RECORDS SHOWN →
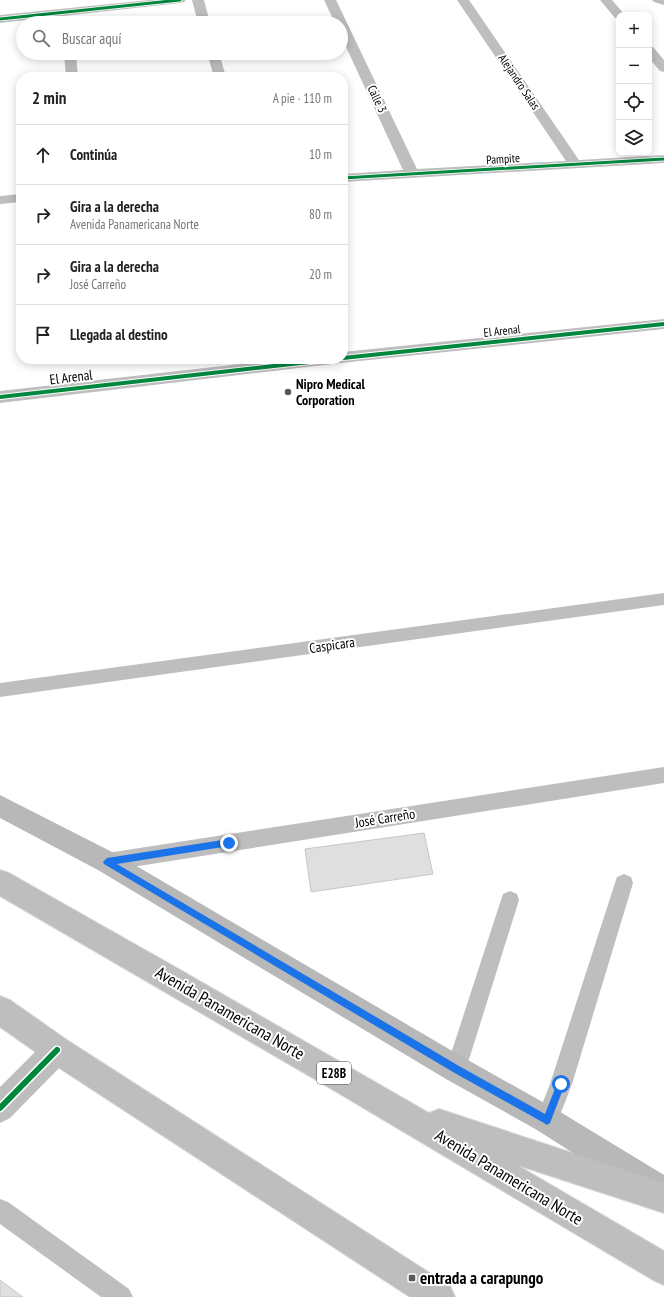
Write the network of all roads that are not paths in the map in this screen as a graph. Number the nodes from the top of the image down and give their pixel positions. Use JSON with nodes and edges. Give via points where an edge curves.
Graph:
{"nodes":[{"id":1,"x":180,"y":0,"type":"edge"},
{"id":2,"x":198,"y":0,"type":"edge"},
{"id":3,"x":330,"y":0,"type":"edge"},
{"id":4,"x":463,"y":0,"type":"edge"},
{"id":5,"x":606,"y":0,"type":"edge"},
{"id":6,"x":658,"y":0,"type":"edge"},
{"id":7,"x":664,"y":2,"type":"edge"},
{"id":8,"x":616,"y":12,"type":"edge"},
{"id":9,"x":79,"y":16,"type":"edge"},
{"id":10,"x":202,"y":16,"type":"edge"},
{"id":11,"x":338,"y":16,"type":"edge"},
{"id":12,"x":0,"y":19,"type":"edge"},
{"id":13,"x":16,"y":19,"type":"edge"},
{"id":14,"x":348,"y":38,"type":"edge"},
{"id":15,"x":652,"y":54,"type":"edge"},
{"id":16,"x":71,"y":60,"type":"edge"},
{"id":17,"x":215,"y":60,"type":"edge"},
{"id":18,"x":664,"y":68,"type":"edge"},
{"id":19,"x":72,"y":72,"type":"edge"},
{"id":20,"x":219,"y":72,"type":"edge"},
{"id":21,"x":664,"y":159,"type":"edge"},
{"id":22,"x":575,"y":164,"type":"junction"},
{"id":23,"x":412,"y":174,"type":"junction"},
{"id":24,"x":348,"y":178,"type":"edge"},
{"id":25,"x":16,"y":198,"type":"edge"},
{"id":26,"x":0,"y":200,"type":"edge"},
{"id":27,"x":664,"y":324,"type":"edge"},
{"id":28,"x":348,"y":357,"type":"edge"},
{"id":29,"x":292,"y":364,"type":"edge"},
{"id":30,"x":0,"y":397,"type":"edge"},
{"id":31,"x":664,"y":599,"type":"edge"},
{"id":32,"x":0,"y":690,"type":"edge"},
{"id":33,"x":664,"y":775,"type":"edge"},
{"id":34,"x":0,"y":806,"type":"edge"},
{"id":35,"x":107,"y":862,"type":"junction"},
{"id":36,"x":0,"y":882,"type":"edge"},
{"id":37,"x":624,"y":883,"type":"dead end"},
{"id":38,"x":510,"y":900,"type":"dead end"},
{"id":39,"x":0,"y":1010,"type":"edge"},
{"id":40,"x":0,"y":1020,"type":"edge"},
{"id":41,"x":57,"y":1050,"type":"junction"},
{"id":42,"x":456,"y":1069,"type":"junction"},
{"id":43,"x":0,"y":1108,"type":"edge"},
{"id":44,"x":402,"y":1112,"type":"junction"},
{"id":45,"x":547,"y":1120,"type":"junction"},
{"id":46,"x":664,"y":1193,"type":"edge"},
{"id":47,"x":664,"y":1198,"type":"edge"},
{"id":48,"x":0,"y":1210,"type":"edge"},
{"id":49,"x":664,"y":1269,"type":"edge"},
{"id":50,"x":121,"y":1297,"type":"edge"},
{"id":51,"x":439,"y":1297,"type":"edge"}],
"edges":[{"from":1,"to":9,"type":"main road"},
{"from":2,"to":10,"type":"main road"},
{"from":3,"to":11,"type":"main road","name":"Calle 3"},
{"from":4,"to":22,"type":"main road","name":"Alejandro Salas"},
{"from":5,"to":8,"type":"main road"},
{"from":6,"to":7,"type":"main road"},
{"from":12,"to":13,"type":"main road"},
{"from":14,"to":23,"type":"main road","name":"Calle 3"},
{"from":15,"to":18,"type":"main road"},
{"from":16,"to":19,"type":"main road"},
{"from":17,"to":20,"type":"main road"},
{"from":21,"to":22,"type":"main road","name":"Pampite"},
{"from":22,"to":23,"type":"main road","name":"Pampite"},
{"from":23,"to":24,"type":"main road","name":"Pampite"},
{"from":25,"to":26,"type":"main road"},
{"from":27,"to":28,"type":"main road","name":"El Arenal"},
{"from":29,"to":30,"type":"main road","name":"El Arenal"},
{"from":31,"to":32,"type":"lane","name":"Caspicara"},
{"from":33,"to":35,"type":"lane","name":"José Carreño"},
{"from":34,"to":35,"type":"main road"},
{"from":35,"to":42,"type":"main road"},
{"from":36,"to":44,"type":"main road","name":"Avenida Panamericana Norte","number":"E28B"},
{"from":37,"to":45,"type":"lane","via":[[561,1084]]},
{"from":38,"to":42,"type":"lane"},
{"from":39,"to":41,"type":"main road"},
{"from":40,"to":41,"type":"main road"},
{"from":41,"to":43,"type":"main road"},
{"from":41,"to":51,"type":"main road"},
{"from":42,"to":45,"type":"main road"},
{"from":44,"to":47,"type":"main road"},
{"from":44,"to":49,"type":"main road","name":"Avenida Panamericana Norte","number":"E28B"},
{"from":45,"to":46,"type":"main road"},
{"from":48,"to":50,"type":"lane"}]}
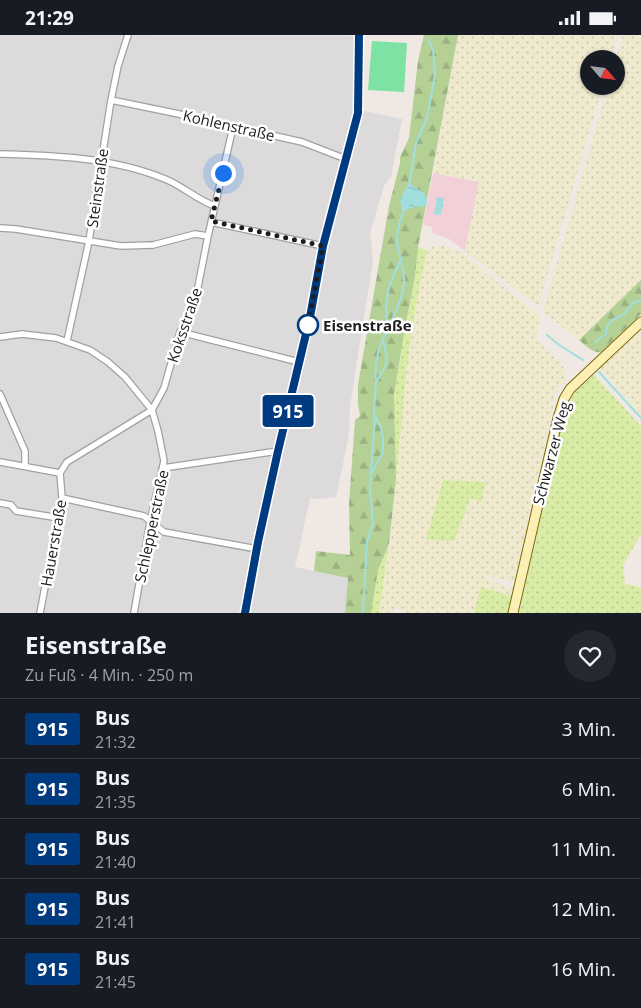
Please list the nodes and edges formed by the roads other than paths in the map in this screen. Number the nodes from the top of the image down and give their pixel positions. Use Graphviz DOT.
graph roads {
  1 [pos="128,35"];
  2 [pos="359,35"];
  3 [pos="111,100"];
  4 [pos="233,127"];
  5 [pos="0,154"];
  6 [pos="346,159"];
  7 [pos="101,162"];
  8 [pos="215,206"];
  9 [pos="211,221"];
  10 [pos="0,228"];
  11 [pos="208,236"];
  12 [pos="89,241"];
  13 [pos="323,246"];
  14 [pos="641,322"];
  15 [pos="180,332"];
  16 [pos="0,337"];
  17 [pos="67,341"];
  18 [pos="300,362"];
  19 [pos="0,394"];
  20 [pos="152,410"];
  21 [pos="278,451"];
  22 [pos="0,462"];
  23 [pos="25,466"];
  24 [pos="163,468"];
  25 [pos="60,473"];
  26 [pos="62,498"];
  27 [pos="0,503"];
  28 [pos="59,518"];
  29 [pos="150,522"];
  30 [pos="257,549"];
  31 [pos="40,613"];
  32 [pos="134,613"];
  33 [pos="245,613"];
  34 [pos="513,613"];
  1 -- 3 [label="street, Steinstraße"];
  2 -- 6 [label="street"];
  3 -- 4 [label="street, Kohlenstraße"];
  3 -- 7 [label="street, Steinstraße"];
  4 -- 6 [label="street, Kohlenstraße"];
  4 -- 8 [label="street, Koksstraße"];
  5 -- 7 [label="street"];
  6 -- 13 [label="street"];
  7 -- 8 [label="street"];
  7 -- 12 [label="street, Steinstraße"];
  8 -- 9 [label="street, Koksstraße"];
  9 -- 11 [label="street, Koksstraße"];
  9 -- 13 [label="street"];
  10 -- 12 [label="street"];
  11 -- 12 [label="street"];
  11 -- 15 [label="street, Koksstraße"];
  12 -- 17 [label="street, Steinstraße"];
  13 -- 18 [label="street"];
  14 -- 34 [label="street, Schwarzer Weg"];
  15 -- 18 [label="street"];
  15 -- 20 [label="street, Koksstraße"];
  16 -- 17 [label="street, Schlepperstraße"];
  17 -- 20 [label="street, Schlepperstraße"];
  18 -- 21 [label="street"];
  19 -- 23 [label="street"];
  20 -- 24 [label="street, Schlepperstraße"];
  20 -- 25 [label="street, Koksstraße"];
  21 -- 24 [label="street"];
  21 -- 30 [label="street"];
  22 -- 23 [label="street"];
  23 -- 25 [label="street"];
  24 -- 29 [label="street, Schlepperstraße"];
  25 -- 26 [label="street, Hauerstraße"];
  26 -- 28 [label="street, Hauerstraße"];
  26 -- 29 [label="street"];
  27 -- 28 [label="street"];
  28 -- 31 [label="street, Hauerstraße"];
  29 -- 30 [label="street"];
  29 -- 32 [label="street, Schlepperstraße"];
  30 -- 33 [label="street"];
}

WHAT IS NEEDED → Pictures are to be left out; all other data must be returned exactly.

EXPECTED OUTPUT →
Write the network of all roads that are not paths in the map in this screen as a graph. Number the nodes from the top of the image down and give their pixel positions. Use JSON with nodes and edges. Give via points where an edge curves.
Graph:
{"nodes":[{"id":1,"x":180,"y":0,"type":"edge"},
{"id":2,"x":198,"y":0,"type":"edge"},
{"id":3,"x":330,"y":0,"type":"edge"},
{"id":4,"x":463,"y":0,"type":"edge"},
{"id":5,"x":606,"y":0,"type":"edge"},
{"id":6,"x":658,"y":0,"type":"edge"},
{"id":7,"x":664,"y":2,"type":"edge"},
{"id":8,"x":616,"y":12,"type":"edge"},
{"id":9,"x":79,"y":16,"type":"edge"},
{"id":10,"x":202,"y":16,"type":"edge"},
{"id":11,"x":338,"y":16,"type":"edge"},
{"id":12,"x":0,"y":19,"type":"edge"},
{"id":13,"x":16,"y":19,"type":"edge"},
{"id":14,"x":348,"y":38,"type":"edge"},
{"id":15,"x":652,"y":54,"type":"edge"},
{"id":16,"x":71,"y":60,"type":"edge"},
{"id":17,"x":215,"y":60,"type":"edge"},
{"id":18,"x":664,"y":68,"type":"edge"},
{"id":19,"x":72,"y":72,"type":"edge"},
{"id":20,"x":219,"y":72,"type":"edge"},
{"id":21,"x":664,"y":159,"type":"edge"},
{"id":22,"x":575,"y":164,"type":"junction"},
{"id":23,"x":412,"y":174,"type":"junction"},
{"id":24,"x":348,"y":178,"type":"edge"},
{"id":25,"x":16,"y":198,"type":"edge"},
{"id":26,"x":0,"y":200,"type":"edge"},
{"id":27,"x":664,"y":324,"type":"edge"},
{"id":28,"x":348,"y":357,"type":"edge"},
{"id":29,"x":292,"y":364,"type":"edge"},
{"id":30,"x":0,"y":397,"type":"edge"},
{"id":31,"x":664,"y":599,"type":"edge"},
{"id":32,"x":0,"y":690,"type":"edge"},
{"id":33,"x":664,"y":775,"type":"edge"},
{"id":34,"x":0,"y":806,"type":"edge"},
{"id":35,"x":107,"y":862,"type":"junction"},
{"id":36,"x":0,"y":882,"type":"edge"},
{"id":37,"x":624,"y":883,"type":"dead end"},
{"id":38,"x":510,"y":900,"type":"dead end"},
{"id":39,"x":0,"y":1010,"type":"edge"},
{"id":40,"x":0,"y":1020,"type":"edge"},
{"id":41,"x":57,"y":1050,"type":"junction"},
{"id":42,"x":456,"y":1069,"type":"junction"},
{"id":43,"x":0,"y":1108,"type":"edge"},
{"id":44,"x":402,"y":1112,"type":"junction"},
{"id":45,"x":547,"y":1120,"type":"junction"},
{"id":46,"x":664,"y":1193,"type":"edge"},
{"id":47,"x":664,"y":1198,"type":"edge"},
{"id":48,"x":0,"y":1210,"type":"edge"},
{"id":49,"x":664,"y":1269,"type":"edge"},
{"id":50,"x":121,"y":1297,"type":"edge"},
{"id":51,"x":439,"y":1297,"type":"edge"}],
"edges":[{"from":1,"to":9,"type":"main road"},
{"from":2,"to":10,"type":"main road"},
{"from":3,"to":11,"type":"main road","name":"Calle 3"},
{"from":4,"to":22,"type":"main road","name":"Alejandro Salas"},
{"from":5,"to":8,"type":"main road"},
{"from":6,"to":7,"type":"main road"},
{"from":12,"to":13,"type":"main road"},
{"from":14,"to":23,"type":"main road","name":"Calle 3"},
{"from":15,"to":18,"type":"main road"},
{"from":16,"to":19,"type":"main road"},
{"from":17,"to":20,"type":"main road"},
{"from":21,"to":22,"type":"main road","name":"Pampite"},
{"from":22,"to":23,"type":"main road","name":"Pampite"},
{"from":23,"to":24,"type":"main road","name":"Pampite"},
{"from":25,"to":26,"type":"main road"},
{"from":27,"to":28,"type":"main road","name":"El Arenal"},
{"from":29,"to":30,"type":"main road","name":"El Arenal"},
{"from":31,"to":32,"type":"lane","name":"Caspicara"},
{"from":33,"to":35,"type":"lane","name":"José Carreño"},
{"from":34,"to":35,"type":"main road"},
{"from":35,"to":42,"type":"main road"},
{"from":36,"to":44,"type":"main road","name":"Avenida Panamericana Norte","number":"E28B"},
{"from":37,"to":45,"type":"lane","via":[[561,1084]]},
{"from":38,"to":42,"type":"lane"},
{"from":39,"to":41,"type":"main road"},
{"from":40,"to":41,"type":"main road"},
{"from":41,"to":43,"type":"main road"},
{"from":41,"to":51,"type":"main road"},
{"from":42,"to":45,"type":"main road"},
{"from":44,"to":47,"type":"main road"},
{"from":44,"to":49,"type":"main road","name":"Avenida Panamericana Norte","number":"E28B"},
{"from":45,"to":46,"type":"main road"},
{"from":48,"to":50,"type":"lane"}]}
Please list the nodes and edges formed by the roads other than paths in the map in this screen. Number the nodes from the top of the image down and give their pixel positions. Use Graphviz DOT.
graph roads {
  1 [pos="128,35"];
  2 [pos="359,35"];
  3 [pos="111,100"];
  4 [pos="233,127"];
  5 [pos="0,154"];
  6 [pos="346,159"];
  7 [pos="101,162"];
  8 [pos="215,206"];
  9 [pos="211,221"];
  10 [pos="0,228"];
  11 [pos="208,236"];
  12 [pos="89,241"];
  13 [pos="323,246"];
  14 [pos="641,322"];
  15 [pos="180,332"];
  16 [pos="0,337"];
  17 [pos="67,341"];
  18 [pos="300,362"];
  19 [pos="0,394"];
  20 [pos="152,410"];
  21 [pos="278,451"];
  22 [pos="0,462"];
  23 [pos="25,466"];
  24 [pos="163,468"];
  25 [pos="60,473"];
  26 [pos="62,498"];
  27 [pos="0,503"];
  28 [pos="59,518"];
  29 [pos="150,522"];
  30 [pos="257,549"];
  31 [pos="40,613"];
  32 [pos="134,613"];
  33 [pos="245,613"];
  34 [pos="513,613"];
  1 -- 3 [label="street, Steinstraße"];
  2 -- 6 [label="street"];
  3 -- 4 [label="street, Kohlenstraße"];
  3 -- 7 [label="street, Steinstraße"];
  4 -- 6 [label="street, Kohlenstraße"];
  4 -- 8 [label="street, Koksstraße"];
  5 -- 7 [label="street"];
  6 -- 13 [label="street"];
  7 -- 8 [label="street"];
  7 -- 12 [label="street, Steinstraße"];
  8 -- 9 [label="street, Koksstraße"];
  9 -- 11 [label="street, Koksstraße"];
  9 -- 13 [label="street"];
  10 -- 12 [label="street"];
  11 -- 12 [label="street"];
  11 -- 15 [label="street, Koksstraße"];
  12 -- 17 [label="street, Steinstraße"];
  13 -- 18 [label="street"];
  14 -- 34 [label="street, Schwarzer Weg"];
  15 -- 18 [label="street"];
  15 -- 20 [label="street, Koksstraße"];
  16 -- 17 [label="street, Schlepperstraße"];
  17 -- 20 [label="street, Schlepperstraße"];
  18 -- 21 [label="street"];
  19 -- 23 [label="street"];
  20 -- 24 [label="street, Schlepperstraße"];
  20 -- 25 [label="street, Koksstraße"];
  21 -- 24 [label="street"];
  21 -- 30 [label="street"];
  22 -- 23 [label="street"];
  23 -- 25 [label="street"];
  24 -- 29 [label="street, Schlepperstraße"];
  25 -- 26 [label="street, Hauerstraße"];
  26 -- 28 [label="street, Hauerstraße"];
  26 -- 29 [label="street"];
  27 -- 28 [label="street"];
  28 -- 31 [label="street, Hauerstraße"];
  29 -- 30 [label="street"];
  29 -- 32 [label="street, Schlepperstraße"];
  30 -- 33 [label="street"];
}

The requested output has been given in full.